● **Data**:
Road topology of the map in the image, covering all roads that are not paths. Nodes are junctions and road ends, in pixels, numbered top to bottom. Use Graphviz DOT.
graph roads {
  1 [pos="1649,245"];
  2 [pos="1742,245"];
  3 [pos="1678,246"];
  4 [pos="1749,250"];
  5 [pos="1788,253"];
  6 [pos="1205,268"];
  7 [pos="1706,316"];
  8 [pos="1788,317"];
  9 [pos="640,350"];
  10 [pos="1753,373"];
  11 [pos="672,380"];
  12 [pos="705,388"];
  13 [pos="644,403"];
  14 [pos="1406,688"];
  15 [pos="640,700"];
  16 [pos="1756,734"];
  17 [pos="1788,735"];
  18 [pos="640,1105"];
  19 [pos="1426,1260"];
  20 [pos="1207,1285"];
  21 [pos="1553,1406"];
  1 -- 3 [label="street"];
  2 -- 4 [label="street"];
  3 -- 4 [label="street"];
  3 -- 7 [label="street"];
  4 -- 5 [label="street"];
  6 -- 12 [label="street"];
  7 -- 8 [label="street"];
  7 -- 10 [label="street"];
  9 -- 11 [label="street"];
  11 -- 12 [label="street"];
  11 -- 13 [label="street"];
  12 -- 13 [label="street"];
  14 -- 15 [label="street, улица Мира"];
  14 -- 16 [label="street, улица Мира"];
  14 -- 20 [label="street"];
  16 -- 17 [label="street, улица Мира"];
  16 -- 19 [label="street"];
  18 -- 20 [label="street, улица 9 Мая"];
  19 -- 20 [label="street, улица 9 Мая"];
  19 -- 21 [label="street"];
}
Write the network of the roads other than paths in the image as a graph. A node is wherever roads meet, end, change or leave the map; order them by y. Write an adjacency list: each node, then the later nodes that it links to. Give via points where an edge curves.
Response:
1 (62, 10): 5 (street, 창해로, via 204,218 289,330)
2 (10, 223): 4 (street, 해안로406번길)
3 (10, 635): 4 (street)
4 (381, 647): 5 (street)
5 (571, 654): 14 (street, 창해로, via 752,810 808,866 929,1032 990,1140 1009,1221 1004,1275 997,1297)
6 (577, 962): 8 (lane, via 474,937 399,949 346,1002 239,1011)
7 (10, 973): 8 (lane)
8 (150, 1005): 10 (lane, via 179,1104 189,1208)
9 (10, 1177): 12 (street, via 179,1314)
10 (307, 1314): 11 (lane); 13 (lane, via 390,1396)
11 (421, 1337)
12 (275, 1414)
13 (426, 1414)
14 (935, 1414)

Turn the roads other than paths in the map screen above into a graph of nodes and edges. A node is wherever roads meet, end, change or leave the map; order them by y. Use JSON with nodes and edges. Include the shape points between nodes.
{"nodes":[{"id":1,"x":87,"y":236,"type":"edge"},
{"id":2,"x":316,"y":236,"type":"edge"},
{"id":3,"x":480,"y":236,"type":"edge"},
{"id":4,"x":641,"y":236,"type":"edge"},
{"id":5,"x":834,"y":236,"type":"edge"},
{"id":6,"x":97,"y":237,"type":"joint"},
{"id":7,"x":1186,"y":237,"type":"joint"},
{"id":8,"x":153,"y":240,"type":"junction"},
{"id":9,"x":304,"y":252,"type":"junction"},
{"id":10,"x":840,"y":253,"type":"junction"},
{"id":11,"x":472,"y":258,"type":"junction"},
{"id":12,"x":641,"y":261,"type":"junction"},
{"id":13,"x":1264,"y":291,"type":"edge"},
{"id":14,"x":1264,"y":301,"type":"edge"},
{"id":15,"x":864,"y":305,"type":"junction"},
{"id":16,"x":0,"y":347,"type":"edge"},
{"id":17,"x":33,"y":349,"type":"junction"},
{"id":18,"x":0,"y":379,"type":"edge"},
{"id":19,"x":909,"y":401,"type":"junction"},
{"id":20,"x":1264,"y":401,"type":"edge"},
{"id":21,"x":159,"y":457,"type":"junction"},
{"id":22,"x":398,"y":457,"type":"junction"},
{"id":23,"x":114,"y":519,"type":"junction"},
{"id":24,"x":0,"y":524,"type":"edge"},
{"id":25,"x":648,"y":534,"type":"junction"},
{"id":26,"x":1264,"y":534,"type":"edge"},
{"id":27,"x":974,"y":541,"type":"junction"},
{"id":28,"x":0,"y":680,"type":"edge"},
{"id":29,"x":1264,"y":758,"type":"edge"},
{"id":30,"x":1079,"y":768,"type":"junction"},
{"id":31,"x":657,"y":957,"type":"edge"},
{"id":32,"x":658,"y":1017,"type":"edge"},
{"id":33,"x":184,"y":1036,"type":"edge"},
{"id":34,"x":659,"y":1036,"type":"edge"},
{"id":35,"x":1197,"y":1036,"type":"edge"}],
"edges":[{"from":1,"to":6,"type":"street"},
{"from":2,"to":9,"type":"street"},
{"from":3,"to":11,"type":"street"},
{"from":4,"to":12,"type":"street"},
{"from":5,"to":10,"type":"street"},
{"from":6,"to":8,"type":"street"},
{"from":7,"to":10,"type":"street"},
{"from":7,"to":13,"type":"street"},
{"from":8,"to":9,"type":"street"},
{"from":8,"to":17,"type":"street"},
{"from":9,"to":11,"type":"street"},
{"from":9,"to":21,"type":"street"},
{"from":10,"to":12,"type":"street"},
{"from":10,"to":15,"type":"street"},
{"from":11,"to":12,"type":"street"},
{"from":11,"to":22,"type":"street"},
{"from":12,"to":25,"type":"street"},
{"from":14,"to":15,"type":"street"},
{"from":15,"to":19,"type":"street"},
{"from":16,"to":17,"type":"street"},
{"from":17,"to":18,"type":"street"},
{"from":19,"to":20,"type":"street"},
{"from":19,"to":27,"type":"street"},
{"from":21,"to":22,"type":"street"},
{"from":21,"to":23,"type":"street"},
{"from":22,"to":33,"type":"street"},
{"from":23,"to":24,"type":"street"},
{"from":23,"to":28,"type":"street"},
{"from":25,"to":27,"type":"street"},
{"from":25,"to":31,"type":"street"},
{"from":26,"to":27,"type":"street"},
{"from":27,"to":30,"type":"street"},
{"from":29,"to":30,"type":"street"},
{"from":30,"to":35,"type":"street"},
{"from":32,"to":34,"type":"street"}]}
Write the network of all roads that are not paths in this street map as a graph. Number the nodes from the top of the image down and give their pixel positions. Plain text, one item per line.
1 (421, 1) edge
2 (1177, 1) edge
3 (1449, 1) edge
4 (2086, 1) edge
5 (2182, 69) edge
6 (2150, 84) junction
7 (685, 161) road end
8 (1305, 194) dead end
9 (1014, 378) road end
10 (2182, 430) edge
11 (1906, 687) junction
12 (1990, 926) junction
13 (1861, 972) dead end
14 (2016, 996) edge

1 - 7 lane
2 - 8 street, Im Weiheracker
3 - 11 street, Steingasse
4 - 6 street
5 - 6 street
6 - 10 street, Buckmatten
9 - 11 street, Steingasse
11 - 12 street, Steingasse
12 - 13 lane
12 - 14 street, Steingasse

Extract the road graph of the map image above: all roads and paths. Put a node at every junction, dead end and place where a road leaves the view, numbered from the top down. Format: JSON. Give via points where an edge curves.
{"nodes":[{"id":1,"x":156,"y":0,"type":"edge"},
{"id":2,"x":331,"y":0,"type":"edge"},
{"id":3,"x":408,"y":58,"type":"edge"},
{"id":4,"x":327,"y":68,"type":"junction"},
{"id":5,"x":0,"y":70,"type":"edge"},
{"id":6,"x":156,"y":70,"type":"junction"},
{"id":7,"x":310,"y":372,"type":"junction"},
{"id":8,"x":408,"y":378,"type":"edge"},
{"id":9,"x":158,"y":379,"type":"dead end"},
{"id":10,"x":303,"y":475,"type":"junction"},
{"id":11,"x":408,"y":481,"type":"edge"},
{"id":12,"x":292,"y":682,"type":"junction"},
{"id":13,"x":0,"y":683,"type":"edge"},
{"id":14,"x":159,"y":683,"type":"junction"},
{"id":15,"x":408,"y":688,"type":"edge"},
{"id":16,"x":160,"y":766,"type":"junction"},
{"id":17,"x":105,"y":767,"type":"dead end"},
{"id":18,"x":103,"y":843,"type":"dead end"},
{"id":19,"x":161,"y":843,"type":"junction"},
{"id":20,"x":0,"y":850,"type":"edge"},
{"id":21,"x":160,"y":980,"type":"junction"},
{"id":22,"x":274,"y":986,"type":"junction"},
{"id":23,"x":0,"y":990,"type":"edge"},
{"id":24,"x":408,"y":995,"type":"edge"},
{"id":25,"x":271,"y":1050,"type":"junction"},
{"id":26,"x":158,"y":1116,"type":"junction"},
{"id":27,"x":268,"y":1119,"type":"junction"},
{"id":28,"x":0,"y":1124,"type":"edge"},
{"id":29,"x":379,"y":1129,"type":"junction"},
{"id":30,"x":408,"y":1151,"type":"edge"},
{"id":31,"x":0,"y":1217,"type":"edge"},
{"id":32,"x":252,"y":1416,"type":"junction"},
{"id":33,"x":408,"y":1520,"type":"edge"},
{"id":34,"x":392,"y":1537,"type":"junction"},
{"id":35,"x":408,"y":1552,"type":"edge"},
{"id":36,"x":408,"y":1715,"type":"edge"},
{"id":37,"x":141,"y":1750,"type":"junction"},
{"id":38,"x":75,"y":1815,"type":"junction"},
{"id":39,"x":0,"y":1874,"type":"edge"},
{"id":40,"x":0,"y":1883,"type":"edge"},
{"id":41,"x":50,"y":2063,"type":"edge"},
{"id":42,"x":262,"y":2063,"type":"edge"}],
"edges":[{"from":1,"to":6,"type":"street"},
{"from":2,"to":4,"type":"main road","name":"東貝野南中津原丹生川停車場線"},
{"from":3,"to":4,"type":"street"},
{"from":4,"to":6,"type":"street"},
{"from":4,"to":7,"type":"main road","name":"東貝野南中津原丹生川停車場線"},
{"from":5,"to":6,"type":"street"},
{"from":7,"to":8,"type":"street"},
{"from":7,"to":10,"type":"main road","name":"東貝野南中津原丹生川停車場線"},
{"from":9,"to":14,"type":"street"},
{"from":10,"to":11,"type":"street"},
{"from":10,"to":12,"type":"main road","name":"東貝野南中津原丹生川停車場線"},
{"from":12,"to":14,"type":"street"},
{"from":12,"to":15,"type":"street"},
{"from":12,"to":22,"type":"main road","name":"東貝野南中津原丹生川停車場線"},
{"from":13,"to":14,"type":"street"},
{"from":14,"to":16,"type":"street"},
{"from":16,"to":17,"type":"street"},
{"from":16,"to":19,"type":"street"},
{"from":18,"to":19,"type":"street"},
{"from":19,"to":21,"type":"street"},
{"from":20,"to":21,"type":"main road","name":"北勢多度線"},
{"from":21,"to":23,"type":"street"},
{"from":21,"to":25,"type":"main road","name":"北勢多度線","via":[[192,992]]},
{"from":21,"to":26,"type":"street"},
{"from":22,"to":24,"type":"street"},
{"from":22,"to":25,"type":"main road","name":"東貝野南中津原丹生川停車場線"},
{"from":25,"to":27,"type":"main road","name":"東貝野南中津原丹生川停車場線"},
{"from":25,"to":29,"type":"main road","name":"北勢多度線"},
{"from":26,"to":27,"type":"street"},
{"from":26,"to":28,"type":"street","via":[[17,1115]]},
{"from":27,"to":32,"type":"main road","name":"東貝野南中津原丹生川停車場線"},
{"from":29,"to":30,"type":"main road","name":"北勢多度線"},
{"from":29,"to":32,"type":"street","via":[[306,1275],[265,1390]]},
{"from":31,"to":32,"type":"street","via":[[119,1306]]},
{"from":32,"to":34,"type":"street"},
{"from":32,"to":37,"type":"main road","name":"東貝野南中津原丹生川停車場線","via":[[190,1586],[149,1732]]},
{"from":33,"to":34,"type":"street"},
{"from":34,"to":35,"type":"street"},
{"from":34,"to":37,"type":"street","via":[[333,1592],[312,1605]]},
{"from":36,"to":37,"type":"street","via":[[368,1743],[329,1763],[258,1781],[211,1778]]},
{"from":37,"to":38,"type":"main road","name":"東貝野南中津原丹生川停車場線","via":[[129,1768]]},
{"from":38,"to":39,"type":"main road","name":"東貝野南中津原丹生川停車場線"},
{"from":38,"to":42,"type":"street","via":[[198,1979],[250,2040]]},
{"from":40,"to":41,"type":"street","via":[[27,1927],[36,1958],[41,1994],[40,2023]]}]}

● **Task brief**: Report only a number, the count of lines in the listing that contain the word "order".

● **Response**: 2